Perhaps most obviously, the Blairite wing of the party is still primarily loyal to a notion that Britain should at all costs maintain its transatlantic alliance with the United States in foreign policy matters. Israel is a key issue for those on both sides of the Atlantic who see that state as a projection of Western power into the oil-rich Middle East and romanticise Israel as a guarantor of Western values in a “barbaric” region.
Corbyn’s prioritising of Palestinian rights threatens to overturn a core imperial value to which the Blairites cling.
I think there’s some truth in this. There really is a worldwide effort to equate all criticism of Israel with antisemitism, and it’s important to push back against that. The problem comes with the assumption that there is no middle ground between Blairite militarism and defence of war criminals on one hand, and Corbyn’s far-left anti-western views on the other.
In reality, centre-left (and some centre-right) parties across most of the world manage to fit comfortably within that middle ground. I suspect that’s where most Labour voters would like their party to sit as well.
It’s not just Britain, though. Australia’s Labor Party has clearly made its choice; it’s a social democratic party, firmly anchored in the mainstream. The Greens, however, are another story. There the argument is in full swing.
Hence Hall Greenland, from the hard left in the New South Wales Greens, was given space* in Crikey yesterday to defend his view of the party. He sees it in terms of the “Sanders/Corbyn” wave of radicalisation,
which rehabilitated a critical attitude towards capitalism and sympathy for “democratic socialism” as the alternative. … This was always bound to play out in Australia in the Greens because the Labor Party lacks anyone remotely able to play the Sanders or Corbyn role.
But this running together of Bernie Sanders and Jeremy Corbyn is deeply misleading. Corbyn (like Greenland) really does want to overthrow capitalism; there is no place in his ideal society for the free market or private control of capital. But Sanders, who this week announced that he is again seeking the Democrat nomination for president, appears to have given up any such ambition.
Sanders still calls himself a socialist, but that just reflects the general American carelessness with political labels. In Europe, he would be clearly identifiable as a mainstream social democrat. Nor is there any evidence that his supporters are very different in their views from other Democrats.
As Jon Chait explained yesterday in a typically intelligent piece, it’s true that there has been an influx of actual socialists – the sort that Corbyn or Greenland would identify with – into the Democratic Party. But their numbers and influence remain small.
The entrance of far-left policy demanders in the Democratic Party is a very notable development that might lead to important changes over the long run.
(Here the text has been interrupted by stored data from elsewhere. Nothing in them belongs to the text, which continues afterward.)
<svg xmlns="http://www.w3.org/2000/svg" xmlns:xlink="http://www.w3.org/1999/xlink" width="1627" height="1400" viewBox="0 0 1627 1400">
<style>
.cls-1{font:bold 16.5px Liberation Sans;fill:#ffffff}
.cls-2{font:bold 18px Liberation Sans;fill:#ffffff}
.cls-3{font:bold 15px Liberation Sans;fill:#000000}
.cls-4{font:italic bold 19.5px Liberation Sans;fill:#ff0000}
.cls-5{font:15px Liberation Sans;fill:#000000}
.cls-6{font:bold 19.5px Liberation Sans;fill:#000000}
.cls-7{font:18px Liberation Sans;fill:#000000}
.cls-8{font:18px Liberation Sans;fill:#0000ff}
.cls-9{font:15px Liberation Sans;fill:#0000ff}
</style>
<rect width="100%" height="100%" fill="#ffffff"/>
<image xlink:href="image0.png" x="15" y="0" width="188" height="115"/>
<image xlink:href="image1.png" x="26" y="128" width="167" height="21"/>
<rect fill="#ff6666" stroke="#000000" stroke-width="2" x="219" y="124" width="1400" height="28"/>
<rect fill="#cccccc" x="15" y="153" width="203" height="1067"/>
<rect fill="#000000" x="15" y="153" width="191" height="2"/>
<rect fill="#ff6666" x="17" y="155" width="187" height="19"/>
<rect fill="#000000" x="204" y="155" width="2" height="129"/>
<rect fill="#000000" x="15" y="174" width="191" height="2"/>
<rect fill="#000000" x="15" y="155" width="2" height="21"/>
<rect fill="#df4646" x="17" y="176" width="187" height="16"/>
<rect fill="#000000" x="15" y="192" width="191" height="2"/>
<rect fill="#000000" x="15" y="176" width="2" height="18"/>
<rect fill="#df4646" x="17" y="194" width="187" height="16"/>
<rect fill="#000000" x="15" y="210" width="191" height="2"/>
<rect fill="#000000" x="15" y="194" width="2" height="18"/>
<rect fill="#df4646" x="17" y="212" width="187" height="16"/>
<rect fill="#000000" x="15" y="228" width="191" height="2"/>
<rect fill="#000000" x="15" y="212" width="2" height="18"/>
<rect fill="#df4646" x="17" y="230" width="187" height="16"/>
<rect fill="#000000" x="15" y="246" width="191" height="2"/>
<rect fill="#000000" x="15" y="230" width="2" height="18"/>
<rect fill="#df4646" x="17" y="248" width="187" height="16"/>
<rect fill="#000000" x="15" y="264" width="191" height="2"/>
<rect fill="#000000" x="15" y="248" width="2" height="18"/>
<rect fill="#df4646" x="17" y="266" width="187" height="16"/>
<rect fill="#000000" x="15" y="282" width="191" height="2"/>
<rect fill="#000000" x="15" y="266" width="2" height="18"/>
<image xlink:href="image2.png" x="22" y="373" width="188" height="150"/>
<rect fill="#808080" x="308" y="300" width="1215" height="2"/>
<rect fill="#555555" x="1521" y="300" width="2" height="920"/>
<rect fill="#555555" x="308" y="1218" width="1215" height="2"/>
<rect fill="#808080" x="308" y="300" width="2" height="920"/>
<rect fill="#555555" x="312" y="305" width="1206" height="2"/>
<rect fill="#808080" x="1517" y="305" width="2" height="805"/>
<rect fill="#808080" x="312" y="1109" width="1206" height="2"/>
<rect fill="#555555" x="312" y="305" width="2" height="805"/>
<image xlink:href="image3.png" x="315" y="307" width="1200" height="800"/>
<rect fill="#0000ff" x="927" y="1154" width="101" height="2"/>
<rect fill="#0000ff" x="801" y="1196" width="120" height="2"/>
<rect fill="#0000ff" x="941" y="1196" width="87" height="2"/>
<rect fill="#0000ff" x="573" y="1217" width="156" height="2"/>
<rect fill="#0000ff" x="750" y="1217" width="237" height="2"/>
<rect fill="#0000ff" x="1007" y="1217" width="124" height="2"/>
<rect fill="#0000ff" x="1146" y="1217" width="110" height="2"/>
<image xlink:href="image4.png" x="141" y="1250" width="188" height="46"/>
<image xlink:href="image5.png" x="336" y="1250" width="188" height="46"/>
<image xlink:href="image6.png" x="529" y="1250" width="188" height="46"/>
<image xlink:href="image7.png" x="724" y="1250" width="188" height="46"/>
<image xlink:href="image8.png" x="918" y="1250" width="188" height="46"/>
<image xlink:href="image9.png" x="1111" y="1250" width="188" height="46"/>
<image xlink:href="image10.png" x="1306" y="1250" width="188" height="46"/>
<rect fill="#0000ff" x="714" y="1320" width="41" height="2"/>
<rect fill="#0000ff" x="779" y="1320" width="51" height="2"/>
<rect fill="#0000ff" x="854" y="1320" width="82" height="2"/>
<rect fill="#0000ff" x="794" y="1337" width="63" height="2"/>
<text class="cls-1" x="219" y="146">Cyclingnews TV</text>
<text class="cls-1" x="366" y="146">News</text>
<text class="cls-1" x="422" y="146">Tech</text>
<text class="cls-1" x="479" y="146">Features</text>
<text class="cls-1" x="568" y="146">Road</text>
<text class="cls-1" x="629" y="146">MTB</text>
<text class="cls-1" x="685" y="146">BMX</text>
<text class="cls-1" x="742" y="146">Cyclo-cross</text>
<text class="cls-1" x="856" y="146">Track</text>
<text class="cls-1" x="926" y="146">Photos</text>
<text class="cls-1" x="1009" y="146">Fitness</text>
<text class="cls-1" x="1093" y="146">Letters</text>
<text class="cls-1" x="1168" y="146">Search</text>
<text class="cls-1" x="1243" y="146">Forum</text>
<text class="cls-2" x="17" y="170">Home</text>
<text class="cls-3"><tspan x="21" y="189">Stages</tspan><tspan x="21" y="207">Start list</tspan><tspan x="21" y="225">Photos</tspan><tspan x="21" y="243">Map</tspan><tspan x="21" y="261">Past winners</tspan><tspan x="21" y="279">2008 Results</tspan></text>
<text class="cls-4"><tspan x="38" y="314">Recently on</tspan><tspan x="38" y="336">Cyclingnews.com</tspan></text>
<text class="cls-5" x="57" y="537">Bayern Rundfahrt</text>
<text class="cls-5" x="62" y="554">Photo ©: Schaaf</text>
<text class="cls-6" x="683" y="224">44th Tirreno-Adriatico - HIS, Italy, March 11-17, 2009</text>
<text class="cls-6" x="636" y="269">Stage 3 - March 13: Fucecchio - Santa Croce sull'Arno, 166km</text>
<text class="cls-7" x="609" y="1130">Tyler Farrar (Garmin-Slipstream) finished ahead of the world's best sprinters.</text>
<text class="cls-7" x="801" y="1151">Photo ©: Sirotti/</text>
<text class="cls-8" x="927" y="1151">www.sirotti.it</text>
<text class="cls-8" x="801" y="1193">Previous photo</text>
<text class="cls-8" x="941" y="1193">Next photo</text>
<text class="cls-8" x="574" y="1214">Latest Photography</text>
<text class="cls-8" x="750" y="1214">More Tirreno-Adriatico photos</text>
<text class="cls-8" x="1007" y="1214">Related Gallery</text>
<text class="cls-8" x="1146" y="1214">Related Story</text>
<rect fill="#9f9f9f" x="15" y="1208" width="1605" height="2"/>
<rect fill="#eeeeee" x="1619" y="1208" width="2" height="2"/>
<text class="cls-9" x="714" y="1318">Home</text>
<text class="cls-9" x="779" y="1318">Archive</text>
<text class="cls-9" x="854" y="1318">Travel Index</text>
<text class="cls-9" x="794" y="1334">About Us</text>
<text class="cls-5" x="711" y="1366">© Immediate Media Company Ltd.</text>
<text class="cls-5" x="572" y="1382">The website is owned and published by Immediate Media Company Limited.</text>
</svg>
In the short run, the party is mostly the same.
And given the increasing distance between the Republican Party and anything resembling free market policies, Donald Trump’s attempt to use “socialism” as a campaign weapon is more than a little incongruous:
It is strange that Republicans are excitedly sharing 30-year-old clips of Bernie Sanders lauding aspects of the Soviet economy when Donald Trump is praising the North Korean economic model right now.
In all three countries, the moral is the same. The hard left, the people who really do want to destroy and replace capitalism, desperately need to present themselves as the only alternative to the right. To do that, they need to erase the whole category of social democracy. (And, for that matter, liberalism, but that’s another story.)
For both conceptual clarity and a sensible future for politics, it’s important that they shouldn’t be allowed to get away with it.
* At least I assume it was a gift. Since it reads like an advertisement it would be more appropriate if he’d had to pay for it, but there’s no evidence of that.